Z-Ordering is not idempotent. Everytime the Z-Ordering is executed it will try to create a new clustering of data in all files (new and existing files that were part of previous Z-Ordering) in a partition.
Z-Ordering aims to produce evenly-balanced data files with respect to the number of tuples, but not necessarily data size on disk. The two measures are most often correlated, but there can be situations when that is not the case, leading to skew in optimize task times.

For example, if you ZORDER BY date and your most recent records are all much wider (for example longer arrays or string values) than the ones in the past, it is expected that the OPTIMIZE job’s task durations will be skewed, as well as the resulting file sizes. This is, however, only a problem for the OPTIMIZE command itself; it should not have any negative impact on subsequent queries.

Multi-part checkpointing

Delta Lake table periodically and automatically compacts all the incremental updates to the Delta log into a Parquet file. This “checkpointing” allows read queries to quickly reconstruct the current state of the table (that is, which files to process, what is the current schema) without reading too many files having incremental updates.

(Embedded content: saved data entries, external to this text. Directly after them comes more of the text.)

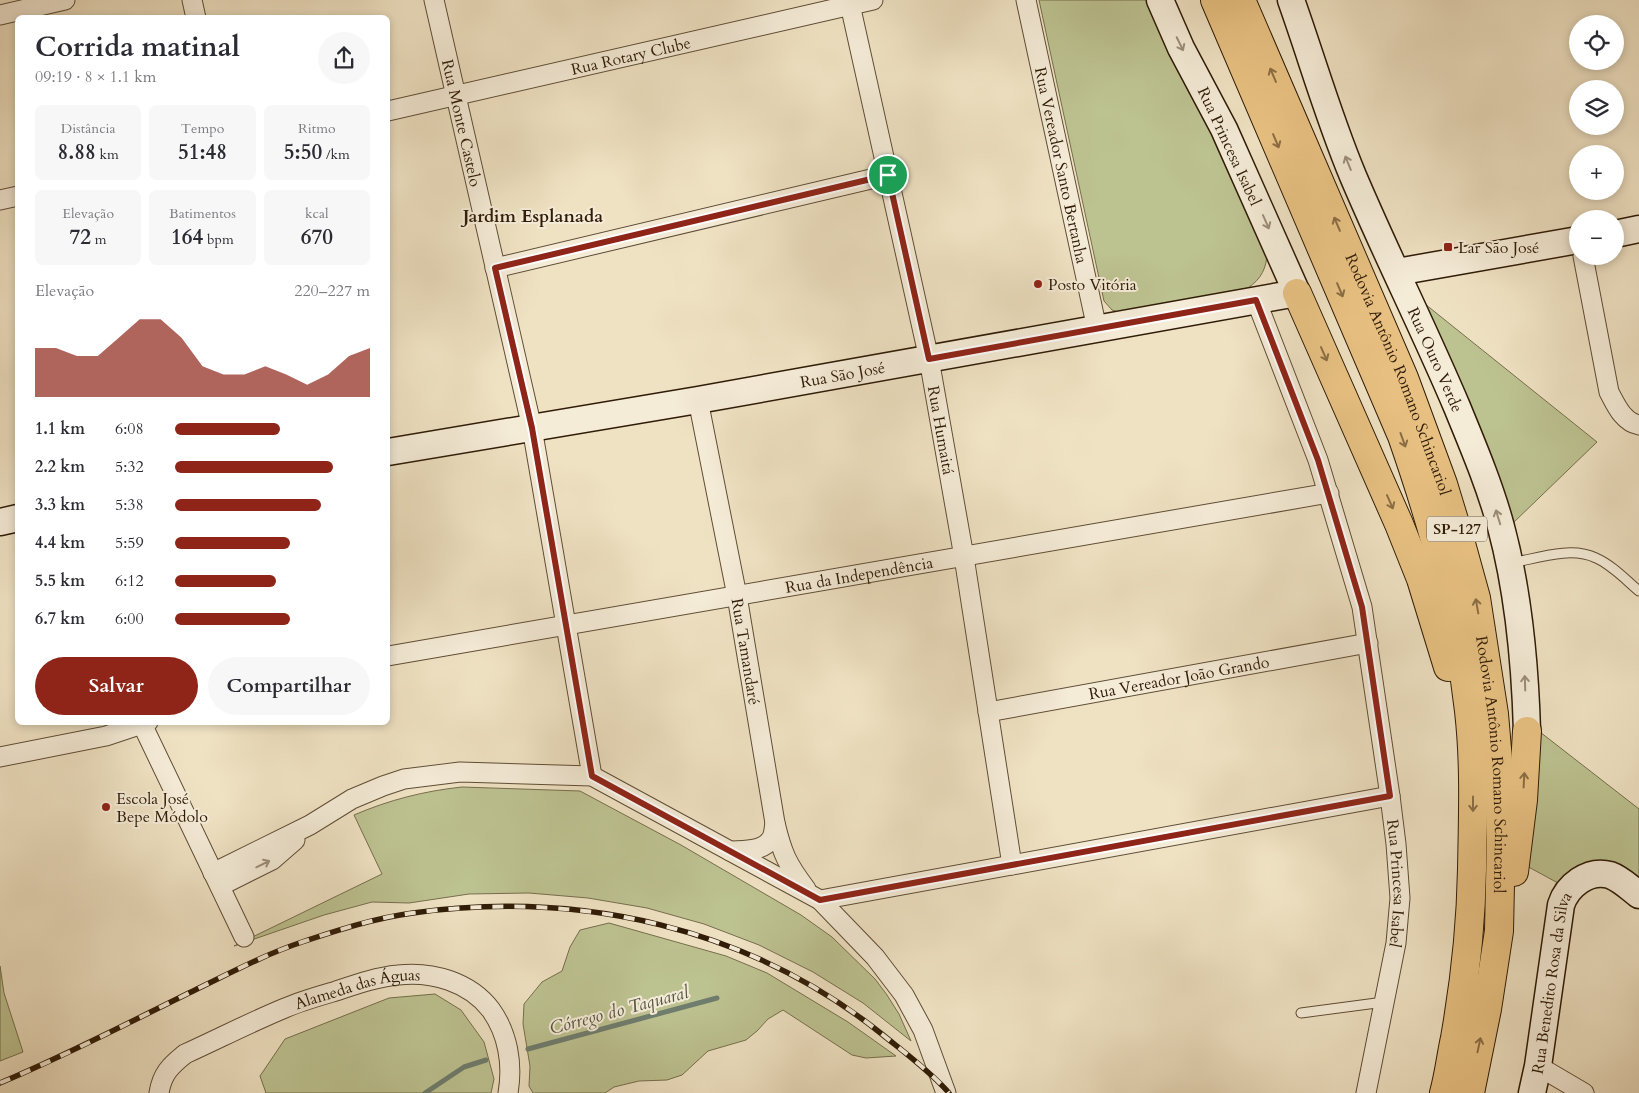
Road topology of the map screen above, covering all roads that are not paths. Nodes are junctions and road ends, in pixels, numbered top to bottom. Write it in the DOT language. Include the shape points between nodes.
graph roads {
  1 [pos="66,0"];
  2 [pos="192,0"];
  3 [pos="434,0"];
  4 [pos="873,0"];
  5 [pos="1026,0"];
  6 [pos="1160,0"];
  7 [pos="1215,0"];
  8 [pos="1241,0"];
  9 [pos="1292,0"];
  10 [pos="850,3"];
  11 [pos="32,8"];
  12 [pos="0,14"];
  13 [pos="195,15"];
  14 [pos="456,96"];
  15 [pos="390,111"];
  16 [pos="888,175"];
  17 [pos="15,197"];
  18 [pos="0,200"];
  19 [pos="1639,230"];
  20 [pos="1624,232"];
  21 [pos="1569,242"];
  22 [pos="1584,265"];
  23 [pos="495,268"];
  24 [pos="1397,272"];
  25 [pos="1297,293"];
  26 [pos="1256,300"];
  27 [pos="1097,329"];
  28 [pos="929,359"];
  29 [pos="698,400"];
  30 [pos="1639,426"];
  31 [pos="532,428"];
  32 [pos="390,452"];
  33 [pos="1329,493"];
  34 [pos="15,519"];
  35 [pos="0,522"];
  36 [pos="964,557"];
  37 [pos="1510,564"];
  38 [pos="1639,591"];
  39 [pos="737,596"];
  40 [pos="567,626"];
  41 [pos="1368,643"];
  42 [pos="390,656"];
  43 [pos="988,712"];
  44 [pos="139,725"];
  45 [pos="146,725"];
  46 [pos="1527,731"];
  47 [pos="0,757"];
  48 [pos="1473,770"];
  49 [pos="592,776"];
  50 [pos="1390,796"];
  51 [pos="775,823"];
  52 [pos="730,850"];
  53 [pos="1012,865"];
  54 [pos="217,879"];
  55 [pos="1639,895"];
  56 [pos="815,897"];
  57 [pos="1499,931"];
  58 [pos="244,938"];
  59 [pos="1384,1002"];
  60 [pos="1301,1013"];
  61 [pos="1538,1066"];
  62 [pos="158,1093"];
  63 [pos="508,1093"];
  64 [pos="946,1093"];
  65 [pos="1366,1093"];
  66 [pos="1444,1093"];
  67 [pos="1470,1093"];
  68 [pos="1532,1093"];
  69 [pos="1584,1093"];
  1 -- 11 [label="street"];
  2 -- 13 [label="street"];
  3 -- 14 [label="street, Rua Monte Castelo"];
  4 -- 10 [label="street, Rua Rotary Clube"];
  5 -- 27 [label="street, Rua Vereador Santo Bertanha"];
  6 -- 25 [label="street, Rua Princesa Isabel, one-way" via="1224,129"];
  7 -- 48 [label="highway, Rodovia Antônio Romano Schincariol / SP-127, one-way" via="1385,396 1421,489 1450,593 1469,712"];
  57 -- 8 [label="highway, Rodovia Antônio Romano Schincariol / SP-127, one-way" via="1499,772 1494,714 1476,598 1460,540 1404,378"];
  24 -- 9 [label="street, Rua Ouro Verde, one-way" via="1341,145"];
  10 -- 14 [label="street, Rua Rotary Clube"];
  10 -- 16 [label="street, Rua Humaitá"];
  11 -- 12 [label="street"];
  14 -- 15 [label="street, Rua Rotary Clube"];
  14 -- 23 [label="street, Rua Monte Castelo"];
  16 -- 23 [label="street"];
  16 -- 28 [label="street, Rua Humaitá"];
  17 -- 18 [label="street"];
  19 -- 20 [label="street"];
  21 -- 24 [label="street"];
  22 -- 30 [label="street" via="1609,392 1619,412"];
  23 -- 31 [label="street, Rua Monte Castelo"];
  37 -- 24 [label="street, Rua Ouro Verde, one-way" via="1497,513 1476,454"];
  25 -- 26 [label="street, Rua São José"];
  25 -- 48 [label="highway, one-way" via="1400,524 1421,580 1444,653"];
  26 -- 27 [label="street, Rua São José"];
  26 -- 33 [label="street, Rua Princesa Isabel"];
  27 -- 28 [label="street, Rua São José"];
  28 -- 29 [label="street, Rua São José"];
  28 -- 36 [label="street, Rua Humaitá"];
  29 -- 31 [label="street, Rua São José"];
  29 -- 39 [label="street, Rua Tamandaré"];
  31 -- 32 [label="street, Rua São José"];
  31 -- 40 [label="street, Rua Monte Castelo"];
  33 -- 36 [label="street, Rua da Independência"];
  33 -- 41 [label="street, Rua Princesa Isabel" via="1362,607"];
  34 -- 35 [label="street"];
  36 -- 39 [label="street, Rua da Independência"];
  36 -- 43 [label="street, Rua Humaitá"];
  37 -- 38 [label="lane" via="1567,553 1587,554 1604,562"];
  46 -- 37 [label="street, Rua Ouro Verde, one-way" via="1522,635"];
  39 -- 40 [label="street, Rua da Independência"];
  39 -- 51 [label="street, Rua Tamandaré"];
  40 -- 42 [label="street, Rua da Independência"];
  40 -- 49 [label="street, Rua Monte Castelo"];
  41 -- 43 [label="street, Rua Vereador João Grando"];
  41 -- 50 [label="street, Rua Princesa Isabel"];
  43 -- 53 [label="street, Rua Humaitá"];
  44 -- 47 [label="street" via="106,736"];
  45 -- 54 [label="street"];
  57 -- 46 [label="highway, one-way" via="1513,880 1520,834"];
  48 -- 66 [label="highway, Rodovia Antônio Romano Schincariol / SP-127, one-way" via="1471,920 1462,998"];
  49 -- 52 [label="street"];
  49 -- 54 [label="street" via="460,772 424,776 383,786 310,825 272,860"];
  50 -- 53 [label="street"];
  50 -- 59 [label="street, Rua Princesa Isabel" via="1400,898 1396,943"];
  51 -- 52 [label="street" via="772,838 765,845"];
  51 -- 56 [label="street, Rua Tamandaré" via="791,870"];
  52 -- 56 [label="street"];
  53 -- 56 [label="street"];
  54 -- 58 [label="street"];
  55 -- 61 [label="street, Rua Benedito Rosa da Silva" via="1621,880 1597,874 1582,879 1564,896"];
  56 -- 64 [label="street" via="875,957 904,995 922,1030"];
  67 -- 57 [label="highway, Rodovia Antônio Romano Schincariol / SP-127, one-way"];
  59 -- 60 [label="lane"];
  59 -- 65 [label="street, Rua Princesa Isabel"];
  61 -- 68 [label="street, Rua Benedito Rosa da Silva"];
  61 -- 69 [label="street"];
  62 -- 63 [label="street, Alameda das Águas" via="160,1081 170,1065 185,1054 286,1007 372,979 400,975 430,976 461,984 484,1002 498,1019 507,1041 511,1077"];
}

Delta Lake protocol allows splitting the checkpoint into multiple Parquet files. This parallelizes and speeds up writing the checkpoint. In Delta Lake, by default each classic checkpoint is written as a single Parquet file. For V2 checkpoints, the default part size is 50,000 actions, meaning V2 checkpoint sidecar files are automatically split when the number of actions exceeds this threshold. You can tune this for both classic and V2 checkpoints via the SQL configuration spark.databricks.delta.checkpoint.partSize=<n>, where n is the limit of number of actions (such as AddFile) at which Delta Lake on Apache Spark will start parallelizing the checkpoint and attempt to write a maximum of this many actions per checkpoint file.

Log compactions

Delta Lake protocol allows new log compaction files with the format <x>.<y>.compact.json. These files contain the aggregated actions for commit range [x, y]. Log compactions reduce the need for frequent checkpoints and minimize the latency spikes caused by them.

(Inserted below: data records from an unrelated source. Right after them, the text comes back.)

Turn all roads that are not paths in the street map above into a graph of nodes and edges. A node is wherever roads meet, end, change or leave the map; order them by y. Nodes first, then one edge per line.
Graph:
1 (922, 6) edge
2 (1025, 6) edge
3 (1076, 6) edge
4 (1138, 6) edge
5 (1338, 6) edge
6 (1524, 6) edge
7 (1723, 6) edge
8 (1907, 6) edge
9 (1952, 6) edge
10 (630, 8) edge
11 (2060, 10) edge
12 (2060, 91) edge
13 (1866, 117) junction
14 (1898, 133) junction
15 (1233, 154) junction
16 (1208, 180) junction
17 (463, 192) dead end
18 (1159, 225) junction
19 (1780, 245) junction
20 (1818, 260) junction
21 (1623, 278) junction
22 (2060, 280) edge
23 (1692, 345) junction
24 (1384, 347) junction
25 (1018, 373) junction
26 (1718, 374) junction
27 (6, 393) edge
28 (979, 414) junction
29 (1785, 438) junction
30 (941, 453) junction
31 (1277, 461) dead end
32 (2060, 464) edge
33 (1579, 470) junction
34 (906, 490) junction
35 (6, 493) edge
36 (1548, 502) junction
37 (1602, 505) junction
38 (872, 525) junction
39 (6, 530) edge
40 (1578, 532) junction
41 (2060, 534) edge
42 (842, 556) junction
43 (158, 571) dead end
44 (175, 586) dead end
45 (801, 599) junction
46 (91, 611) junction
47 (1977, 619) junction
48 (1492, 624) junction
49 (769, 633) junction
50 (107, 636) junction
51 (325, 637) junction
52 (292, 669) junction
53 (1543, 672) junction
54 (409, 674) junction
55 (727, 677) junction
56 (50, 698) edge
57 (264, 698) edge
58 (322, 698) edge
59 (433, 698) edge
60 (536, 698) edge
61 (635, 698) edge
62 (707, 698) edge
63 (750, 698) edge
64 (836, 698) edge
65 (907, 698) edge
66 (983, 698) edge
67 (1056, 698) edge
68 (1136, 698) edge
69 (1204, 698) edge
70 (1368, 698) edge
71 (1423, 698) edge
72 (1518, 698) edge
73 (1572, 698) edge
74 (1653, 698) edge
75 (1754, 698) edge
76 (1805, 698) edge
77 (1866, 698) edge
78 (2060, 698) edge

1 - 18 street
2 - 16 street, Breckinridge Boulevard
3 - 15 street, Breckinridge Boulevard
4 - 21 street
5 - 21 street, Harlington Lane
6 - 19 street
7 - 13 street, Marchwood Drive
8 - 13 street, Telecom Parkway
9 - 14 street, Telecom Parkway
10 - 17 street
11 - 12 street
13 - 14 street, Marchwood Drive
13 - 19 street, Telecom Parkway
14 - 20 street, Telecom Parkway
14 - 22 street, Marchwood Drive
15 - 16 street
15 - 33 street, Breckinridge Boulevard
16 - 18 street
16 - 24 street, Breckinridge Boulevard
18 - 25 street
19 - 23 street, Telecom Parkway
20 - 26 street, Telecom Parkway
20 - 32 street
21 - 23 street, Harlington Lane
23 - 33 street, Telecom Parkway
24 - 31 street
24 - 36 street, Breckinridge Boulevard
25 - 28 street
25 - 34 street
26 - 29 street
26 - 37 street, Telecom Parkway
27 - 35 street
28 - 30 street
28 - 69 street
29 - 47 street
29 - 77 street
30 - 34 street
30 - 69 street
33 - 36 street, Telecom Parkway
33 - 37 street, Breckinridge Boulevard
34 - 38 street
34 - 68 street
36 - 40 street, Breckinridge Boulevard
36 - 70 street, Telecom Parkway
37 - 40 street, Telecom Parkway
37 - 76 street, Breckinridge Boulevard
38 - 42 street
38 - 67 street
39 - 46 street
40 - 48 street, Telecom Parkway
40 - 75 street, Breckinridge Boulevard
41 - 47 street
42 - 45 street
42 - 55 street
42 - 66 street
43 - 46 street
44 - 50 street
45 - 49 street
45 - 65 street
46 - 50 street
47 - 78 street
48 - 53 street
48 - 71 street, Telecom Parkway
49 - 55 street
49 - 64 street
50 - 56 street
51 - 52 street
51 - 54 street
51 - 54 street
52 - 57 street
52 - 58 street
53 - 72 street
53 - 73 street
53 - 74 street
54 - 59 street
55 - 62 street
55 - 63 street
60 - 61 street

The read support for the log compaction files is available in Delta Lake 3.0.0 and above. It is enabled by default and can be disabled using the SQL conf spark.databricks.delta.deltaLog.minorCompaction.useForReads=<value> where value can be true/false. The write support for the log compaction will be added in a future version of Delta.

Optimized Write

Optimized writes improve file size as data is written and benefit subsequent reads on the table.

Optimized writes are most effective for partitioned tables, as they reduce the number of small files written to each partition. Writing fewer large files is more efficient than writing many small files, but you might still see an increase in write latency because data is shuffled before being written.

The following image demonstrates how optimized writes works:

Optimized writes

The optimized write feature is disabled by default. It can be enabled at the table, SQL session, and/or DataFrameWriter level using the following settings (in order of precedence from low to high):

The delta.autoOptimize.optimizeWrite table property (default=None);
The spark.databricks.delta.optimizeWrite.enabled SQL configuration (default=None);
The DataFrameWriter option optimizeWrite (default=None).

Besides the above, the following advanced SQL configurations can be used to further fine-tune the number and size of files written:

spark.databricks.delta.optimizeWrite.binSize (default=512MiB), which controls the target in-memory size of each output file;
spark.databricks.delta.optimizeWrite.numShuffleBlocks (default=50,000,000), which controls “maximum number of shuffle blocks to target”;
spark.databricks.delta.optimizeWrite.maxShufflePartitions (default=2,000), which controls “max number of output buckets (reducers) that can be used by optimized writes”.